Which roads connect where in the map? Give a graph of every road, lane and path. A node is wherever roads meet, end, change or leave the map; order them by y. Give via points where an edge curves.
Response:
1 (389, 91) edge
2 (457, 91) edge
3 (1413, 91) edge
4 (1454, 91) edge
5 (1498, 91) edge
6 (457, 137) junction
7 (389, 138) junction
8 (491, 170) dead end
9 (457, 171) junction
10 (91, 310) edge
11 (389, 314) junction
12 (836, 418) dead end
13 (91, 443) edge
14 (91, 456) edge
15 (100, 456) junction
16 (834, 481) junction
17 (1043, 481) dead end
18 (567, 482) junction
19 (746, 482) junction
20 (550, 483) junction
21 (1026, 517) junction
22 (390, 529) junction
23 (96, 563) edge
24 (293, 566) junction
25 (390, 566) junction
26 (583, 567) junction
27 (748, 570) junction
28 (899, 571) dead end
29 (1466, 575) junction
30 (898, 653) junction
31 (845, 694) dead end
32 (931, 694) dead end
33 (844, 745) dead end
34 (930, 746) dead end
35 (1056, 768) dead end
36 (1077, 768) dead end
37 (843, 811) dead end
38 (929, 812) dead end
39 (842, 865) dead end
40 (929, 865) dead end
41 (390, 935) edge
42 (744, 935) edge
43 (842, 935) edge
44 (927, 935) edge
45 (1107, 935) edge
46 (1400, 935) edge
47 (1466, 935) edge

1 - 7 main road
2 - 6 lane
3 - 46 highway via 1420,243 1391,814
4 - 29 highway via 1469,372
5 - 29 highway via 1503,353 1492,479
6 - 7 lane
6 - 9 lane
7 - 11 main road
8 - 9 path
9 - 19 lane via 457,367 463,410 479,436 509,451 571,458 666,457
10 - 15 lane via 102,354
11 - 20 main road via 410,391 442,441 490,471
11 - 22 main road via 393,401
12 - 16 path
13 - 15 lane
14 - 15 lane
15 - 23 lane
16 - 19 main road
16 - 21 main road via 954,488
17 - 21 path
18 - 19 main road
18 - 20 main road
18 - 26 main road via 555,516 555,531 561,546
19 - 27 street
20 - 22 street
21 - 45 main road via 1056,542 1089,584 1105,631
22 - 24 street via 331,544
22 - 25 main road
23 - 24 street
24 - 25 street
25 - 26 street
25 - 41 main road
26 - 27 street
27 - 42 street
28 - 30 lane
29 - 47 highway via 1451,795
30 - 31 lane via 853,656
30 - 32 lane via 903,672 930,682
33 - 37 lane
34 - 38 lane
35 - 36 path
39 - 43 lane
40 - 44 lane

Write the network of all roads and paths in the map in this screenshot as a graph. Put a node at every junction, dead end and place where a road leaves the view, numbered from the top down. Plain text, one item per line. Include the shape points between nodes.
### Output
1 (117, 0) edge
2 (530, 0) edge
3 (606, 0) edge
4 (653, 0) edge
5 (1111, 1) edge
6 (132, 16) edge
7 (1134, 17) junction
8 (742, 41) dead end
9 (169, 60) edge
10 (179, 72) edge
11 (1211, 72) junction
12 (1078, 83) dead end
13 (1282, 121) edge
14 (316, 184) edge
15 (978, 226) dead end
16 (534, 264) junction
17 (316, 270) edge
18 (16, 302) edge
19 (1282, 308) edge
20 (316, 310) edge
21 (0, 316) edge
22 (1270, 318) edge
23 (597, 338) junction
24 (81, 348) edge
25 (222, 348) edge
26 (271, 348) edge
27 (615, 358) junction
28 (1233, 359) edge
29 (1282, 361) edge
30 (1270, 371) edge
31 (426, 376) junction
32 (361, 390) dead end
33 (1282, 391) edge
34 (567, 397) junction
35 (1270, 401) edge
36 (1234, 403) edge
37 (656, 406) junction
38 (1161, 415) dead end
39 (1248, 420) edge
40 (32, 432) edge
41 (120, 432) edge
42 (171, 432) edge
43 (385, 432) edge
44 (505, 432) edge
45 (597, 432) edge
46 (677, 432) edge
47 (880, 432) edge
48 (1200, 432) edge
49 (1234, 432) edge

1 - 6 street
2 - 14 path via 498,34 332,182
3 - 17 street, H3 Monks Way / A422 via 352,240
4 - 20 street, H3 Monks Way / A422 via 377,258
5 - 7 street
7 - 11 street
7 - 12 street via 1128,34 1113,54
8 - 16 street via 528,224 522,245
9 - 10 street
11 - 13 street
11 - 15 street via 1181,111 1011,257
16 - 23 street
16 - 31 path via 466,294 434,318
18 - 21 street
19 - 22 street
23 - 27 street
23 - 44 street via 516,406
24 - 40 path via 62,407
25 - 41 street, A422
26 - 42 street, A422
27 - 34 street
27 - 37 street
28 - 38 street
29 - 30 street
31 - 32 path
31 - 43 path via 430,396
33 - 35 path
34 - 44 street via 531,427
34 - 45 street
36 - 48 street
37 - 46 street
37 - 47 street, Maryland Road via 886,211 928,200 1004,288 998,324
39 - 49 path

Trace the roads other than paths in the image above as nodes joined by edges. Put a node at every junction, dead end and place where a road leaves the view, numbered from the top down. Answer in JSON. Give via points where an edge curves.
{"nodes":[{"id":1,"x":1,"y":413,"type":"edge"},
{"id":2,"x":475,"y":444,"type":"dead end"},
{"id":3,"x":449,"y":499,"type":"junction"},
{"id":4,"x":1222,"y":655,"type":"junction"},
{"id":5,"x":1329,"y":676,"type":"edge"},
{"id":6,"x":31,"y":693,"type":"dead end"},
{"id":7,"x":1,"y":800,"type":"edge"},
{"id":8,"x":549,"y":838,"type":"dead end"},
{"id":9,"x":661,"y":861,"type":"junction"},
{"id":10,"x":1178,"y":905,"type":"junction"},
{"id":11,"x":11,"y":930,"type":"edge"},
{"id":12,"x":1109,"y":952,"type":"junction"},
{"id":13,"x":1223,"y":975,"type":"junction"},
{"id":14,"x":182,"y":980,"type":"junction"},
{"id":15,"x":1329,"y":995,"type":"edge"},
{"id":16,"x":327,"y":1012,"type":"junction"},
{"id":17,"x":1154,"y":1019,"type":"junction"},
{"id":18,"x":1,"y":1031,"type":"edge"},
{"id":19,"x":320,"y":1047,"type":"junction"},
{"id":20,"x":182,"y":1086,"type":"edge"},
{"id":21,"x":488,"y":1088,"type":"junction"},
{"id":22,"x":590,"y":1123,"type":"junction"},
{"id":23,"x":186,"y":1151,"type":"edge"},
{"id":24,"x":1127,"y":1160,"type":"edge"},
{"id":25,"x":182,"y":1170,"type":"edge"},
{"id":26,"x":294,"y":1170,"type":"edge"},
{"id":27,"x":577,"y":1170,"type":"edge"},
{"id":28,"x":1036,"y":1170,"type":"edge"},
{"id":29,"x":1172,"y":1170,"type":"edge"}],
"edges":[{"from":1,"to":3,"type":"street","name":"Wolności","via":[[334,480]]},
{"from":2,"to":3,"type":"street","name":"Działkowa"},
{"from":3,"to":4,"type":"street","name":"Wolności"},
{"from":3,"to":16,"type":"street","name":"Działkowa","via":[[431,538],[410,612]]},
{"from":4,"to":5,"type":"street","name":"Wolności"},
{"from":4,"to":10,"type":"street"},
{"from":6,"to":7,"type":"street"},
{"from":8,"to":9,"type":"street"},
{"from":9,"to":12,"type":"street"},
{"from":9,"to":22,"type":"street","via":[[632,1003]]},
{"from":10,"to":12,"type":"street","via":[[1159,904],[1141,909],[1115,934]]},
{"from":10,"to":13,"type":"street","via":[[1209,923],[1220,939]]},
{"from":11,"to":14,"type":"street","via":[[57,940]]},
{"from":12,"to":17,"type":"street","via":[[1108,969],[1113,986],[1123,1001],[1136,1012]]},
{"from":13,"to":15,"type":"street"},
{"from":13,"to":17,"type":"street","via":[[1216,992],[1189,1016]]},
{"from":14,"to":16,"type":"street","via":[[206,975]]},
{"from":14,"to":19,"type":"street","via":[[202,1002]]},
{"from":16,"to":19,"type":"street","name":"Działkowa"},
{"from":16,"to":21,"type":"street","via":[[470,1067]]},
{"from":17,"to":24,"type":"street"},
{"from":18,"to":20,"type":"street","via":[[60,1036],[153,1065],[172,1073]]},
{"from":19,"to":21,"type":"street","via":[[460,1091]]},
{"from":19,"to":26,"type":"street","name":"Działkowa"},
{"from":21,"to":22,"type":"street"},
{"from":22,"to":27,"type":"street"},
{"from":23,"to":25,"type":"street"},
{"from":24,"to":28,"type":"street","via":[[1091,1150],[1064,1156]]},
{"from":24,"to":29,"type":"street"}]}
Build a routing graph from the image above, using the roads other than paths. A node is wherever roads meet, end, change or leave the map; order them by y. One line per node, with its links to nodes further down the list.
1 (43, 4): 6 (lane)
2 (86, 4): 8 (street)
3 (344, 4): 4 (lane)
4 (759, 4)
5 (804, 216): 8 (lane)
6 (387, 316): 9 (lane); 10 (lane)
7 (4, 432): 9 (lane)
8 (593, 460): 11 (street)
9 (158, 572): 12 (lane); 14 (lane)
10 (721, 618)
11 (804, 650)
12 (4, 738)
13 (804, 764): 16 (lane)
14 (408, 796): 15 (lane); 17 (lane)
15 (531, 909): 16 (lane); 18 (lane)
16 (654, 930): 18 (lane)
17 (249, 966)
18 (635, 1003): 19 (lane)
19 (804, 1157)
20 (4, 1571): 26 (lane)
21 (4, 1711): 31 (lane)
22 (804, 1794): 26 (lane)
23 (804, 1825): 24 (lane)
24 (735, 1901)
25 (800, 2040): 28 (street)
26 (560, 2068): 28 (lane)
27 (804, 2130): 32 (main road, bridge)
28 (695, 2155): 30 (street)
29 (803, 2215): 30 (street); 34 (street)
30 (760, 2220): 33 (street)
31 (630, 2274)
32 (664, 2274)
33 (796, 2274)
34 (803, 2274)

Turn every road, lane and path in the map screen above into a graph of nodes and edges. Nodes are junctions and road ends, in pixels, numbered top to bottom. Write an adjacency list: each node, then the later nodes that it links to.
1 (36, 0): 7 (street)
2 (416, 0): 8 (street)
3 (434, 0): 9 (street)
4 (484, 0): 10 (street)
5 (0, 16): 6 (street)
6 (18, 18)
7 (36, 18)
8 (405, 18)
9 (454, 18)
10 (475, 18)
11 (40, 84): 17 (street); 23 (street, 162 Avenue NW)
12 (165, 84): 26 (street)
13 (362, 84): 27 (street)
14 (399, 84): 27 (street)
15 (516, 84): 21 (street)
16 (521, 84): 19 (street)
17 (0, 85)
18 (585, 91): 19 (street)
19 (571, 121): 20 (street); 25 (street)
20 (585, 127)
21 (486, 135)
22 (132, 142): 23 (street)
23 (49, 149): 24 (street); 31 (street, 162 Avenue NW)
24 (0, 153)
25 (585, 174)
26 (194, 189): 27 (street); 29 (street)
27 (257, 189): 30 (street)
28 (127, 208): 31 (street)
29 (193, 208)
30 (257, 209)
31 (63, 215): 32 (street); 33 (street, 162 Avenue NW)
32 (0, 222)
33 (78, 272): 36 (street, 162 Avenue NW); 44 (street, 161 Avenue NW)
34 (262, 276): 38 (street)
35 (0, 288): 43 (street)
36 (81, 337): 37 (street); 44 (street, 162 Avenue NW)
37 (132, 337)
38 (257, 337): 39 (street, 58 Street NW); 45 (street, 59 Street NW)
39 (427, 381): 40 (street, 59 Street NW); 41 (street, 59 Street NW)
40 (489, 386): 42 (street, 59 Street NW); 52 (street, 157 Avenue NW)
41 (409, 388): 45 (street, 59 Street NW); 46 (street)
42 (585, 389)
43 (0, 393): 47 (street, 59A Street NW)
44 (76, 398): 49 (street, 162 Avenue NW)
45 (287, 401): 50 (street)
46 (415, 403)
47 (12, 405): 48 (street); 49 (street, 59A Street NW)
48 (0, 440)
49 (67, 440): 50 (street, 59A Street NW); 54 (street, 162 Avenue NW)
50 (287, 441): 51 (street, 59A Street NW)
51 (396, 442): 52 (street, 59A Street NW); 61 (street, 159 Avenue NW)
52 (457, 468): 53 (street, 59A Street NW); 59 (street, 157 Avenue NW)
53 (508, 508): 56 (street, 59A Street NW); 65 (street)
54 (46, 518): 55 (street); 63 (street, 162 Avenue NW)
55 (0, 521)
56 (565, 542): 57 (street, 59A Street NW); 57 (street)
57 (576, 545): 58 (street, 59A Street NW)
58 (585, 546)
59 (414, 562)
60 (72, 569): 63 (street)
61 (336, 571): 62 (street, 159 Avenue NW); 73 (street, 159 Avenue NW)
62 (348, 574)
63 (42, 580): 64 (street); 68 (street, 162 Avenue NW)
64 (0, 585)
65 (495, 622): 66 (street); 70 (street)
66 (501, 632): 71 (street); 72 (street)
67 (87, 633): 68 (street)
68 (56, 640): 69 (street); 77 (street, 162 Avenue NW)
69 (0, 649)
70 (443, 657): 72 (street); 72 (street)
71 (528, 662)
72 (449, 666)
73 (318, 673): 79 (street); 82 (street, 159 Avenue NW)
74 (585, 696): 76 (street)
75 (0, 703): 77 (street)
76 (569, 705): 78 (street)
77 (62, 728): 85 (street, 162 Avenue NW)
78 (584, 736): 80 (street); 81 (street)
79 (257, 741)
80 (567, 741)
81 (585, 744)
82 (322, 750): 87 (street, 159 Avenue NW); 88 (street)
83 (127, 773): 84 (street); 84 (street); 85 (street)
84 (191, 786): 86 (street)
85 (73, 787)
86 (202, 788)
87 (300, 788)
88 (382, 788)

▸ **Your instructions**: Looking at the entries above, state how many lines contain "Monks"; give the number alone.

▸ **Response**: 2